### DIRECTIONS FOR THIS TASK
Each record must come back unchanged in your answer, stripped of its images.

○ ○ ○ ○

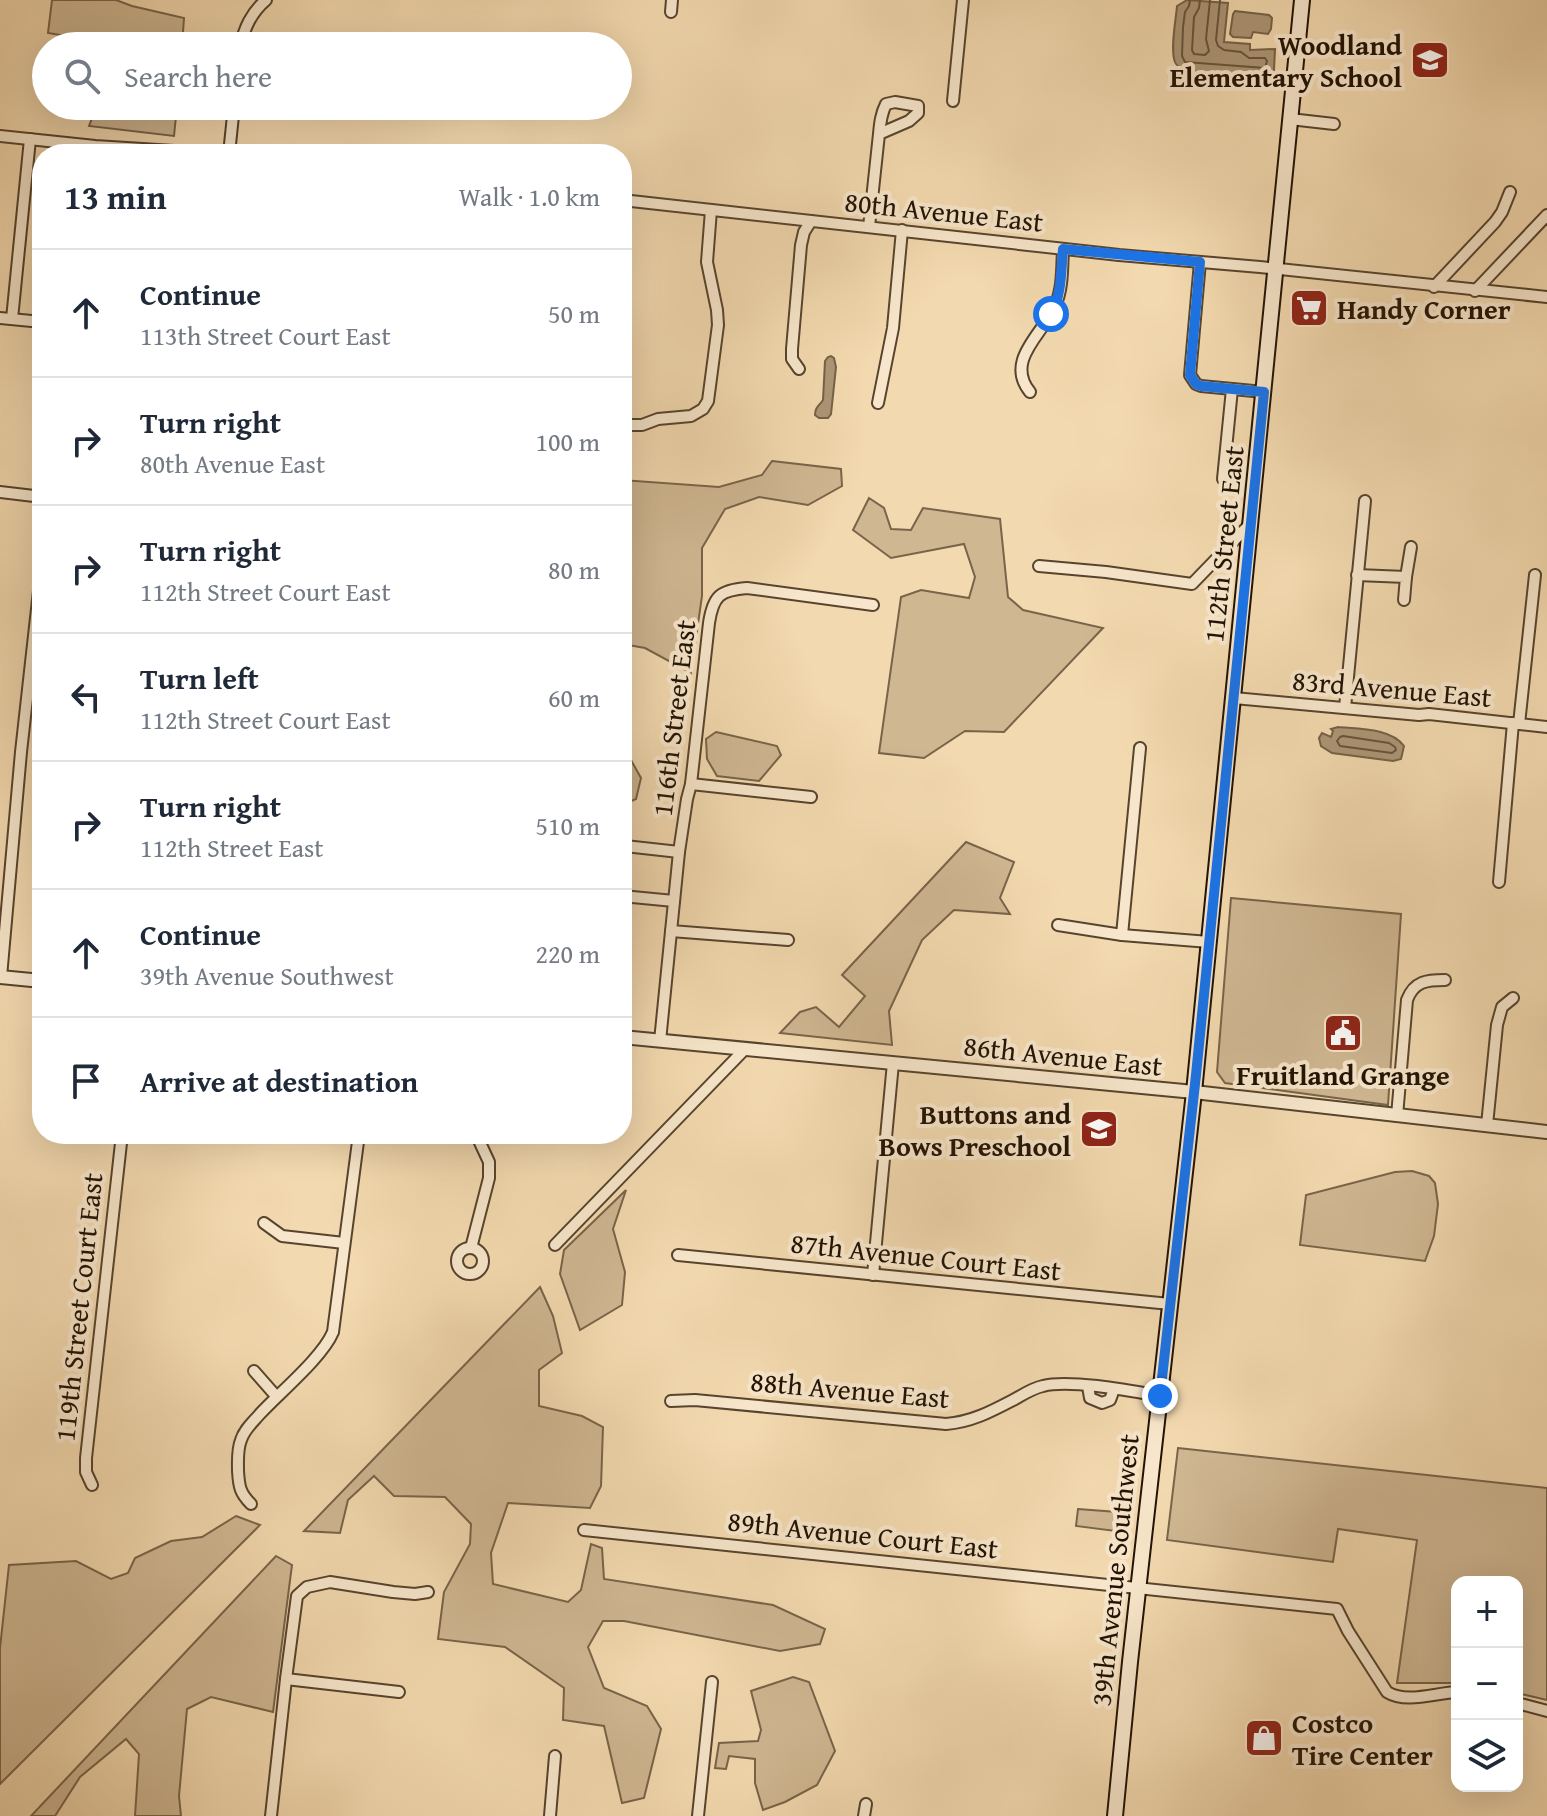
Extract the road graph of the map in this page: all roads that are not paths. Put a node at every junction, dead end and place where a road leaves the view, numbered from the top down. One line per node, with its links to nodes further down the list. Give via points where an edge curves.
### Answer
1 (266, 0): 6 (street)
2 (672, 0): 5 (street)
3 (963, 0): 7 (street)
4 (1302, 0): 8 (main road, 112th Street East)
5 (671, 12)
6 (245, 32)
7 (953, 101)
8 (1290, 119): 10 (street); 25 (main road, 112th Street East)
9 (233, 120): 15 (street)
10 (1334, 124)
11 (879, 134): 21 (street)
12 (0, 136): 13 (street)
13 (30, 139): 14 (street); 30 (street)
14 (76, 144)
15 (230, 144)
16 (1510, 192): 26 (street, via 1495,222)
17 (632, 201): 18 (street, 80th Avenue East)
18 (711, 210): 20 (street, 80th Avenue East); 37 (street, via 707,262 718,325 708,401 691,416)
19 (1547, 215): 27 (street)
20 (811, 221): 21 (street, 80th Avenue East); 32 (street, via 801,245 792,349)
21 (869, 227): 22 (street, 80th Avenue East)
22 (902, 230): 23 (street, 80th Avenue East); 36 (street, via 893,328)
23 (1063, 249): 24 (street, 80th Avenue East); 34 (street, via 1055,307 1023,361 1023,383)
24 (1200, 262): 25 (street, 80th Avenue East); 33 (street, via 1190,375 1201,386)
25 (1276, 269): 26 (street, 80th Avenue East); 35 (main road, 112th Street East)
26 (1434, 287): 27 (street, 80th Avenue East)
27 (1475, 291): 28 (street, 80th Avenue East)
28 (1547, 297)
29 (0, 318): 30 (street)
30 (12, 319): 31 (street)
31 (32, 321)
32 (799, 369)
33 (1232, 389): 35 (street); 38 (street)
34 (1030, 392)
35 (1264, 392): 42 (main road, 112th Street East)
36 (878, 403)
37 (632, 425)
38 (1223, 479)
39 (0, 492): 40 (street)
40 (32, 496)
41 (1365, 501): 45 (street)
42 (1251, 524): 44 (street, via 1192,584); 51 (main road, 112th Street East)
43 (1411, 547): 47 (street)
44 (1039, 566)
45 (1357, 575): 47 (street); 52 (street)
46 (1535, 575): 53 (street)
47 (1406, 577): 48 (street)
48 (1404, 600)
49 (873, 605): 56 (street, 116th Street East, via 747,588 719,595 709,623)
50 (32, 654): 68 (street)
51 (1234, 698): 52 (street, 83rd Avenue East); 67 (main road, 112th Street East)
52 (1345, 708): 53 (street, 83rd Avenue East)
53 (1516, 724): 54 (street, 83rd Avenue East); 60 (street)
54 (1547, 727)
55 (1140, 748): 65 (street)
56 (691, 784): 57 (street); 59 (street, 116th Street East)
57 (811, 797)
58 (632, 847): 59 (street)
59 (679, 852): 62 (street, 116th Street East)
60 (1499, 882)
61 (632, 897): 62 (street)
62 (674, 901): 64 (street, 116th Street East)
63 (1058, 925): 65 (street)
64 (671, 931): 66 (street); 73 (street, 116th Street East)
65 (1122, 935): 67 (street)
66 (788, 940)
67 (1209, 942): 76 (main road, 112th Street East)
68 (0, 977): 69 (street)
69 (32, 980)
70 (1445, 980): 77 (street, via 1417,984 1409,994)
71 (1513, 998): 78 (street, via 1502,1007 1497,1025)
72 (632, 1038): 73 (street, 86th Avenue East)
73 (660, 1041): 74 (street, 86th Avenue East)
74 (745, 1049): 75 (street, 86th Avenue East); 85 (street)
75 (893, 1063): 76 (street, 86th Avenue East); 88 (street)
76 (1194, 1092): 77 (street, 86th Avenue East); 89 (main road, 39th Avenue Southwest)
77 (1397, 1116): 78 (street, 86th Avenue East)
78 (1487, 1125): 79 (street, 86th Avenue East)
79 (1547, 1132)
80 (121, 1144): 94 (street, 119th Street Court East, via 86,1458)
81 (358, 1144): 84 (street)
82 (481, 1144): 86 (street, via 489,1178)
83 (264, 1223): 84 (street, via 282,1236)
84 (344, 1243): 91 (street, via 330,1338)
85 (555, 1245)
86 (471, 1248)
87 (678, 1255): 88 (street, 87th Avenue Court East)
88 (873, 1275): 89 (street, 87th Avenue Court East)
89 (1170, 1304): 92 (main road, 39th Avenue Southwest)
90 (254, 1371): 91 (street)
91 (276, 1396): 95 (street, via 240,1443 240,1486)
92 (1160, 1396): 93 (street, 88th Avenue East, via 1066,1384 1041,1386 984,1415 946,1424); 97 (main road, 39th Avenue Southwest)
93 (671, 1401)
94 (92, 1485)
95 (251, 1504)
96 (584, 1530): 97 (street, 89th Avenue Court East)
97 (1138, 1586): 102 (street, 89th Avenue Court East, via 1337,1609 1391,1695); 109 (main road, 39th Avenue Southwest)
98 (428, 1592): 99 (street, via 330,1582 303,1590 295,1605)
99 (286, 1679): 101 (street); 106 (street)
100 (712, 1682): 108 (street)
101 (399, 1692)
102 (1451, 1693)
103 (1523, 1705): 104 (street)
104 (1547, 1711)
105 (555, 1756): 107 (street)
106 (271, 1816)
107 (550, 1816)
108 (698, 1816)
109 (1115, 1816)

○ ○ ○ ○

### RESPONSE TO THE EXERCISE
Extract the road graph of the map in this page: all roads that are not paths. Put a node at every junction, dead end and place where a road leaves the view, numbered from the top down. One line per node, with its links to nodes further down the list. Give via points where an edge curves.
### Answer
1 (266, 0): 6 (street)
2 (672, 0): 5 (street)
3 (963, 0): 7 (street)
4 (1302, 0): 8 (main road, 112th Street East)
5 (671, 12)
6 (245, 32)
7 (953, 101)
8 (1290, 119): 10 (street); 25 (main road, 112th Street East)
9 (233, 120): 15 (street)
10 (1334, 124)
11 (879, 134): 21 (street)
12 (0, 136): 13 (street)
13 (30, 139): 14 (street); 30 (street)
14 (76, 144)
15 (230, 144)
16 (1510, 192): 26 (street, via 1495,222)
17 (632, 201): 18 (street, 80th Avenue East)
18 (711, 210): 20 (street, 80th Avenue East); 37 (street, via 707,262 718,325 708,401 691,416)
19 (1547, 215): 27 (street)
20 (811, 221): 21 (street, 80th Avenue East); 32 (street, via 801,245 792,349)
21 (869, 227): 22 (street, 80th Avenue East)
22 (902, 230): 23 (street, 80th Avenue East); 36 (street, via 893,328)
23 (1063, 249): 24 (street, 80th Avenue East); 34 (street, via 1055,307 1023,361 1023,383)
24 (1200, 262): 25 (street, 80th Avenue East); 33 (street, via 1190,375 1201,386)
25 (1276, 269): 26 (street, 80th Avenue East); 35 (main road, 112th Street East)
26 (1434, 287): 27 (street, 80th Avenue East)
27 (1475, 291): 28 (street, 80th Avenue East)
28 (1547, 297)
29 (0, 318): 30 (street)
30 (12, 319): 31 (street)
31 (32, 321)
32 (799, 369)
33 (1232, 389): 35 (street); 38 (street)
34 (1030, 392)
35 (1264, 392): 42 (main road, 112th Street East)
36 (878, 403)
37 (632, 425)
38 (1223, 479)
39 (0, 492): 40 (street)
40 (32, 496)
41 (1365, 501): 45 (street)
42 (1251, 524): 44 (street, via 1192,584); 51 (main road, 112th Street East)
43 (1411, 547): 47 (street)
44 (1039, 566)
45 (1357, 575): 47 (street); 52 (street)
46 (1535, 575): 53 (street)
47 (1406, 577): 48 (street)
48 (1404, 600)
49 (873, 605): 56 (street, 116th Street East, via 747,588 719,595 709,623)
50 (32, 654): 68 (street)
51 (1234, 698): 52 (street, 83rd Avenue East); 67 (main road, 112th Street East)
52 (1345, 708): 53 (street, 83rd Avenue East)
53 (1516, 724): 54 (street, 83rd Avenue East); 60 (street)
54 (1547, 727)
55 (1140, 748): 65 (street)
56 (691, 784): 57 (street); 59 (street, 116th Street East)
57 (811, 797)
58 (632, 847): 59 (street)
59 (679, 852): 62 (street, 116th Street East)
60 (1499, 882)
61 (632, 897): 62 (street)
62 (674, 901): 64 (street, 116th Street East)
63 (1058, 925): 65 (street)
64 (671, 931): 66 (street); 73 (street, 116th Street East)
65 (1122, 935): 67 (street)
66 (788, 940)
67 (1209, 942): 76 (main road, 112th Street East)
68 (0, 977): 69 (street)
69 (32, 980)
70 (1445, 980): 77 (street, via 1417,984 1409,994)
71 (1513, 998): 78 (street, via 1502,1007 1497,1025)
72 (632, 1038): 73 (street, 86th Avenue East)
73 (660, 1041): 74 (street, 86th Avenue East)
74 (745, 1049): 75 (street, 86th Avenue East); 85 (street)
75 (893, 1063): 76 (street, 86th Avenue East); 88 (street)
76 (1194, 1092): 77 (street, 86th Avenue East); 89 (main road, 39th Avenue Southwest)
77 (1397, 1116): 78 (street, 86th Avenue East)
78 (1487, 1125): 79 (street, 86th Avenue East)
79 (1547, 1132)
80 (121, 1144): 94 (street, 119th Street Court East, via 86,1458)
81 (358, 1144): 84 (street)
82 (481, 1144): 86 (street, via 489,1178)
83 (264, 1223): 84 (street, via 282,1236)
84 (344, 1243): 91 (street, via 330,1338)
85 (555, 1245)
86 (471, 1248)
87 (678, 1255): 88 (street, 87th Avenue Court East)
88 (873, 1275): 89 (street, 87th Avenue Court East)
89 (1170, 1304): 92 (main road, 39th Avenue Southwest)
90 (254, 1371): 91 (street)
91 (276, 1396): 95 (street, via 240,1443 240,1486)
92 (1160, 1396): 93 (street, 88th Avenue East, via 1066,1384 1041,1386 984,1415 946,1424); 97 (main road, 39th Avenue Southwest)
93 (671, 1401)
94 (92, 1485)
95 (251, 1504)
96 (584, 1530): 97 (street, 89th Avenue Court East)
97 (1138, 1586): 102 (street, 89th Avenue Court East, via 1337,1609 1391,1695); 109 (main road, 39th Avenue Southwest)
98 (428, 1592): 99 (street, via 330,1582 303,1590 295,1605)
99 (286, 1679): 101 (street); 106 (street)
100 (712, 1682): 108 (street)
101 (399, 1692)
102 (1451, 1693)
103 (1523, 1705): 104 (street)
104 (1547, 1711)
105 (555, 1756): 107 (street)
106 (271, 1816)
107 (550, 1816)
108 (698, 1816)
109 (1115, 1816)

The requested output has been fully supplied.